11. One thing I’ve heard from various quarters about the supposed benefits of maximised eating is that if you don’t eat this way, the temporary overshoot in your bodyweight beyond its ultimately stable weight is more likely to happen / last longer / be larger. I know of no evidence to support this claim. The current clinical science of eating disorders includes, regrettably, no research on overshoot. The best evidence we have about it is from the wonderful Minnesota starvation study and from physiological research focused on obesity (some of it based on reanalysis of the Minnesota data) (Dulloo et al., 1997, 2017). We urgently need high-quality research that takes weight restoration after anorexia seriously. Until that starts being done, we mustn’t get confused about the various claims that might be made about eating and overshoot. What’s clear is that:

a) If you eat too little to regain all the weight your body needs to, you will not overshoot and you will not get fully better.

b) If you eat a large amount in an unstructured fashion and continue to do until you have regained all the weight your body needs to, you will probably overshoot and probably get fully better.

c) If you eat a large amount according to a plan and continue to do until you have regained all the weight your body needs to, you will probably overshoot and probably get fully better (because by the end you’ll have stopped needing your plan).

I say ‘probably’ because the research is still scant. But the principles behind why overshoot happens (basically, that fat tissue restores faster than fat-free tissue, so fat needs to get beyond 100% for the rest to get to 100%) seem solid, as does the anecdotal evidence (of both success and, far more commonly, failure). Again, eating to plan must not be confused with eating too little. A plan just means you decide some time in advance what you’re going to eat. The human body and mind probably tend to prefer this way of doing it to a nutritional free-for-all. Make the plan generous enough, and there’s no reason to think yourself debarred from any of the factors that might make your recovery ‘optimal’. Added to which, the idea that you might get to dodge overshoot, or sidle around needing much of it, just by eschewing a plan and cramming in today’s last doughnut, is a dangerous falsehood. If overshoot is going to happen, it will. There may be dietary factors that affect its extent or longevity, but planned versus unplanned eating is not one of them. So, don’t think you can defeat physiology with randomness.

12. Maybe what all this comes down to is something about an attitude, a feeling. The difference between giving in to hunger and responding to it. Between abandoning oneself to the vagaries of an unfamiliar impulse and setting oneself a defined task to complete. Recklessness, attention to instinct, refusal of the old rigidities – these all have irreplaceable roles to play in recovery. But I think they probably, for most people most of the time, fulfil those roles best when supported by the steady hands of the well-made plan, non-negotiably executed. So, don’t be scared to be strict with yourself; when you look carefully, you’ll know the difference between the strictness that will bring anorexia to an end and the strictness which is a continuation of it. Deep down, they really bear very little resemblance to each other.

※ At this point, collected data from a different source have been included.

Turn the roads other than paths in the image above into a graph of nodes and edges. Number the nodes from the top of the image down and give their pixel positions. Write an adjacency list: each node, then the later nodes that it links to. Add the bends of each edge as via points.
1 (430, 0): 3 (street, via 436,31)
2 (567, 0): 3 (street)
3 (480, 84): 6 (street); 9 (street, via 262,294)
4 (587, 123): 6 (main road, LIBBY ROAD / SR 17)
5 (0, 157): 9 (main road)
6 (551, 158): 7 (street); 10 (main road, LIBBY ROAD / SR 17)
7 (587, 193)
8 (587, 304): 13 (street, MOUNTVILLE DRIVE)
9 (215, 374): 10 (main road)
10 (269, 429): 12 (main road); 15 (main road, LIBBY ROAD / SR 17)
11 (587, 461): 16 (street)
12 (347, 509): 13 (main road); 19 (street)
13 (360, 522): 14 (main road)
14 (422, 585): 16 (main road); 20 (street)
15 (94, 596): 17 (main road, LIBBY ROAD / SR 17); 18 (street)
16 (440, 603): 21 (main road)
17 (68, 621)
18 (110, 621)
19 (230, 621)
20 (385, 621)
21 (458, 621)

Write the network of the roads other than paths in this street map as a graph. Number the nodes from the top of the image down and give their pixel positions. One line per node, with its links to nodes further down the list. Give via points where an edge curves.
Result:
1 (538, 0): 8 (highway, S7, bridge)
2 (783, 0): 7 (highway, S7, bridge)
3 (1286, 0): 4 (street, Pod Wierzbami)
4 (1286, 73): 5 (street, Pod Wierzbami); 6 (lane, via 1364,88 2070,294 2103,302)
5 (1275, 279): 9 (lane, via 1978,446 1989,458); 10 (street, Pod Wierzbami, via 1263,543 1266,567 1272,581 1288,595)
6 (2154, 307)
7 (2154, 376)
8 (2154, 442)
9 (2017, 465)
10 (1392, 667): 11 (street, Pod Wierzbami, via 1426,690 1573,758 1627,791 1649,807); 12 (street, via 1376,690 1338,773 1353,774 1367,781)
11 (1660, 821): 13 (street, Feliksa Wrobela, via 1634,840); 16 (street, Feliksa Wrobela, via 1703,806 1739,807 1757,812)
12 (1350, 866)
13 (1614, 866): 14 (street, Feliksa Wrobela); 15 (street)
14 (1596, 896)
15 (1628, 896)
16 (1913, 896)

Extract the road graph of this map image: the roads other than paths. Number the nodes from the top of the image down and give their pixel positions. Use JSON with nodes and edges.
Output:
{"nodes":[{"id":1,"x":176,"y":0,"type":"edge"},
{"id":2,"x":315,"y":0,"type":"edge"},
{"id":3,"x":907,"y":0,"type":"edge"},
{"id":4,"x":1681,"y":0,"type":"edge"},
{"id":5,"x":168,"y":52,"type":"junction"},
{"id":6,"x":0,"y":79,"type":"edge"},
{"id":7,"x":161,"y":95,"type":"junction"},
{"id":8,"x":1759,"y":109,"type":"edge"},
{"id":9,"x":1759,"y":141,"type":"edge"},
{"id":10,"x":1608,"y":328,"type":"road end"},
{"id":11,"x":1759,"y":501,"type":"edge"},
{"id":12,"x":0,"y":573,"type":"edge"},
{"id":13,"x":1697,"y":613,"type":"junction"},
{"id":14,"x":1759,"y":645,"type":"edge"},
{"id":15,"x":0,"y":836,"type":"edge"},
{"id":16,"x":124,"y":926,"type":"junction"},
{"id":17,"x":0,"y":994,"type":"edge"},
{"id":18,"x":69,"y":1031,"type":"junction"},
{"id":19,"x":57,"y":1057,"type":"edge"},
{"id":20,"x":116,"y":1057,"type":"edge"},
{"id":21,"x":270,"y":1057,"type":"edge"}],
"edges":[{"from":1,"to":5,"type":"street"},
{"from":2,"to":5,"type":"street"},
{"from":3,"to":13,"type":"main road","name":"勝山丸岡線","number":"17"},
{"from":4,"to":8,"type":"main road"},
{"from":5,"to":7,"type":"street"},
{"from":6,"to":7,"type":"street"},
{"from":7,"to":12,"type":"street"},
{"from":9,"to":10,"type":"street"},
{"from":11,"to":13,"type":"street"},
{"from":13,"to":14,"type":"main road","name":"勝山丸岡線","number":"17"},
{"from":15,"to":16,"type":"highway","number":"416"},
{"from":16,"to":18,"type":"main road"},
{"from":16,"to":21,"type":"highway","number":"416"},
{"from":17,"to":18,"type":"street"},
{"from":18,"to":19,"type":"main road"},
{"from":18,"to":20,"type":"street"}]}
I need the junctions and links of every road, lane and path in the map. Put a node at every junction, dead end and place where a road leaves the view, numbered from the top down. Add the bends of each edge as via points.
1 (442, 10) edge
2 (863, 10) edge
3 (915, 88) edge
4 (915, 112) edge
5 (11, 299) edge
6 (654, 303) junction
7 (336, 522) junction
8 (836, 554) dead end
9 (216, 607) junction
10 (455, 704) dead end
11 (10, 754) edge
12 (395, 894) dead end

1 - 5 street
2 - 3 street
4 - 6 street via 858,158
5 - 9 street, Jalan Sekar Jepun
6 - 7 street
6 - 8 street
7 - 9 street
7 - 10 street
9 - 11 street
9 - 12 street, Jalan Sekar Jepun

And what exactly it means to exercise such strictness for the sake of future fluidity – to create a plan and wean yourself off it – will be the subject of Part III of the little sequence that begins here. Right after Part II, where I explore how to make the decision that takes you from agreeing to a plan in principle to following one in practice.

References

Dulloo, A.G., Jacquet, J., and Girardier, L. (1997). Poststarvation hyperphagia and body fat overshooting in humans: A role for feedback signals from lean and fat tissues. The American Journal of Clinical Nutrition, 65(3), 717-723. Abstract here.

Dulloo, A.G., Jacquet, J., Miles-Chan, J.L., and Schutz, Y. (2017). Passive and active roles of fat-free mass in the control of energy intake and body composition regulation. European Journal of Clinical Nutrition, 71, 353-357. Full text here.